Dataset excerpts =>

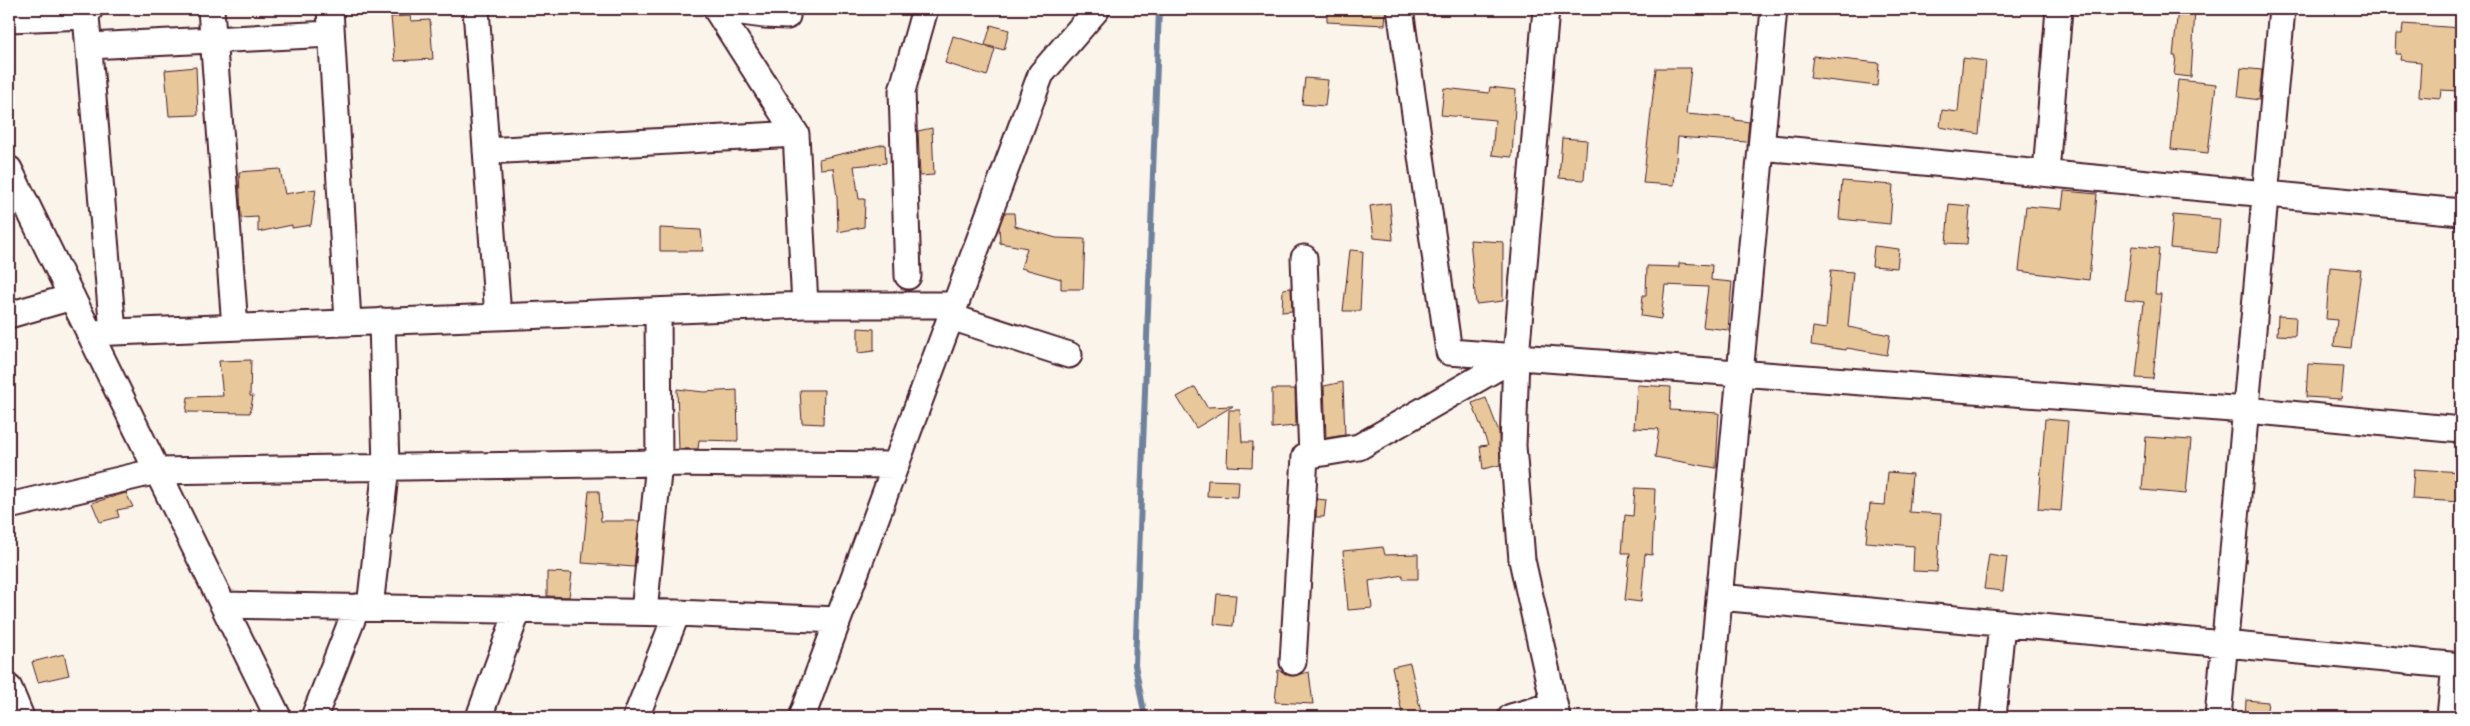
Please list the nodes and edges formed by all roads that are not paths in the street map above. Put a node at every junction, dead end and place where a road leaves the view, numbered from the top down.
1 (211, 9) edge
2 (330, 9) edge
3 (476, 9) edge
4 (717, 9) edge
5 (788, 9) edge
6 (925, 9) edge
7 (1097, 9) edge
8 (1400, 9) edge
9 (1546, 9) edge
10 (1774, 9) edge
11 (2059, 9) edge
12 (2282, 9) edge
13 (88, 12) edge
14 (9, 19) edge
15 (331, 34) junction
16 (213, 38) junction
17 (89, 46) junction
18 (796, 134) junction
19 (1761, 147) junction
20 (486, 152) junction
21 (9, 169) edge
22 (2046, 173) junction
23 (2266, 194) junction
24 (2461, 212) edge
25 (1304, 258) dead end
26 (908, 276) dead end
27 (72, 297) junction
28 (805, 305) junction
29 (658, 310) junction
30 (953, 311) junction
31 (9, 315) edge
32 (498, 317) junction
33 (382, 321) junction
34 (348, 322) junction
35 (235, 327) junction
36 (101, 332) junction
37 (1069, 355) dead end
38 (1516, 357) junction
39 (1740, 373) junction
40 (2246, 410) junction
41 (2461, 430) edge
42 (1312, 455) junction
43 (659, 463) junction
44 (896, 465) junction
45 (386, 467) junction
46 (157, 471) junction
47 (9, 506) edge
48 (1720, 597) junction
49 (223, 605) junction
50 (364, 607) junction
51 (518, 610) junction
52 (644, 612) junction
53 (678, 612) junction
54 (838, 620) junction
55 (2002, 623) junction
56 (2225, 644) junction
57 (1293, 662) dead end
58 (2458, 665) edge
59 (9, 688) edge
60 (1555, 711) edge
61 (21, 717) edge
62 (278, 717) edge
63 (314, 717) edge
64 (480, 717) edge
65 (636, 717) edge
66 (802, 717) edge
67 (1511, 717) edge
68 (1708, 717) edge
69 (1993, 717) edge
70 (2218, 717) edge
71 (2450, 717) edge

1 - 16 street
2 - 15 street
3 - 20 street
4 - 5 street
4 - 18 street
6 - 26 street
7 - 30 street
8 - 38 street
9 - 38 street
10 - 19 street
11 - 22 street
12 - 23 street
13 - 14 street
13 - 17 street
15 - 16 street
15 - 34 street
16 - 17 street
16 - 35 street
17 - 36 street
18 - 20 street
18 - 28 street
19 - 22 street
19 - 39 street
20 - 32 street
21 - 27 street
22 - 23 street
23 - 24 street
23 - 40 street
25 - 42 street
27 - 31 street
27 - 36 street
28 - 29 street
28 - 30 street
29 - 32 street
29 - 43 street
30 - 37 street
30 - 44 street
32 - 33 street
33 - 34 street
33 - 45 street
34 - 35 street
35 - 36 street
36 - 46 street
38 - 39 street
38 - 42 street
38 - 60 street
39 - 40 street
39 - 48 street
40 - 41 street
40 - 56 street
42 - 57 street
43 - 44 street
43 - 45 street
43 - 52 street
44 - 54 street
45 - 46 street
45 - 50 street
46 - 47 street
46 - 49 street
48 - 55 street
48 - 68 street
49 - 50 street
49 - 62 street
50 - 51 street
50 - 63 street
51 - 52 street
51 - 64 street
52 - 53 street
53 - 54 street
53 - 65 street
54 - 66 street
55 - 56 street
55 - 69 street
56 - 58 street
56 - 70 street
58 - 71 street
59 - 61 street
60 - 67 street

Your task => Transcribe the whole of the data exactly, minus any pictures.

Answer below =>
Please list the nodes and edges formed by all roads that are not paths in the street map above. Put a node at every junction, dead end and place where a road leaves the view, numbered from the top down.
1 (211, 9) edge
2 (330, 9) edge
3 (476, 9) edge
4 (717, 9) edge
5 (788, 9) edge
6 (925, 9) edge
7 (1097, 9) edge
8 (1400, 9) edge
9 (1546, 9) edge
10 (1774, 9) edge
11 (2059, 9) edge
12 (2282, 9) edge
13 (88, 12) edge
14 (9, 19) edge
15 (331, 34) junction
16 (213, 38) junction
17 (89, 46) junction
18 (796, 134) junction
19 (1761, 147) junction
20 (486, 152) junction
21 (9, 169) edge
22 (2046, 173) junction
23 (2266, 194) junction
24 (2461, 212) edge
25 (1304, 258) dead end
26 (908, 276) dead end
27 (72, 297) junction
28 (805, 305) junction
29 (658, 310) junction
30 (953, 311) junction
31 (9, 315) edge
32 (498, 317) junction
33 (382, 321) junction
34 (348, 322) junction
35 (235, 327) junction
36 (101, 332) junction
37 (1069, 355) dead end
38 (1516, 357) junction
39 (1740, 373) junction
40 (2246, 410) junction
41 (2461, 430) edge
42 (1312, 455) junction
43 (659, 463) junction
44 (896, 465) junction
45 (386, 467) junction
46 (157, 471) junction
47 (9, 506) edge
48 (1720, 597) junction
49 (223, 605) junction
50 (364, 607) junction
51 (518, 610) junction
52 (644, 612) junction
53 (678, 612) junction
54 (838, 620) junction
55 (2002, 623) junction
56 (2225, 644) junction
57 (1293, 662) dead end
58 (2458, 665) edge
59 (9, 688) edge
60 (1555, 711) edge
61 (21, 717) edge
62 (278, 717) edge
63 (314, 717) edge
64 (480, 717) edge
65 (636, 717) edge
66 (802, 717) edge
67 (1511, 717) edge
68 (1708, 717) edge
69 (1993, 717) edge
70 (2218, 717) edge
71 (2450, 717) edge

1 - 16 street
2 - 15 street
3 - 20 street
4 - 5 street
4 - 18 street
6 - 26 street
7 - 30 street
8 - 38 street
9 - 38 street
10 - 19 street
11 - 22 street
12 - 23 street
13 - 14 street
13 - 17 street
15 - 16 street
15 - 34 street
16 - 17 street
16 - 35 street
17 - 36 street
18 - 20 street
18 - 28 street
19 - 22 street
19 - 39 street
20 - 32 street
21 - 27 street
22 - 23 street
23 - 24 street
23 - 40 street
25 - 42 street
27 - 31 street
27 - 36 street
28 - 29 street
28 - 30 street
29 - 32 street
29 - 43 street
30 - 37 street
30 - 44 street
32 - 33 street
33 - 34 street
33 - 45 street
34 - 35 street
35 - 36 street
36 - 46 street
38 - 39 street
38 - 42 street
38 - 60 street
39 - 40 street
39 - 48 street
40 - 41 street
40 - 56 street
42 - 57 street
43 - 44 street
43 - 45 street
43 - 52 street
44 - 54 street
45 - 46 street
45 - 50 street
46 - 47 street
46 - 49 street
48 - 55 street
48 - 68 street
49 - 50 street
49 - 62 street
50 - 51 street
50 - 63 street
51 - 52 street
51 - 64 street
52 - 53 street
53 - 54 street
53 - 65 street
54 - 66 street
55 - 56 street
55 - 69 street
56 - 58 street
56 - 70 street
58 - 71 street
59 - 61 street
60 - 67 street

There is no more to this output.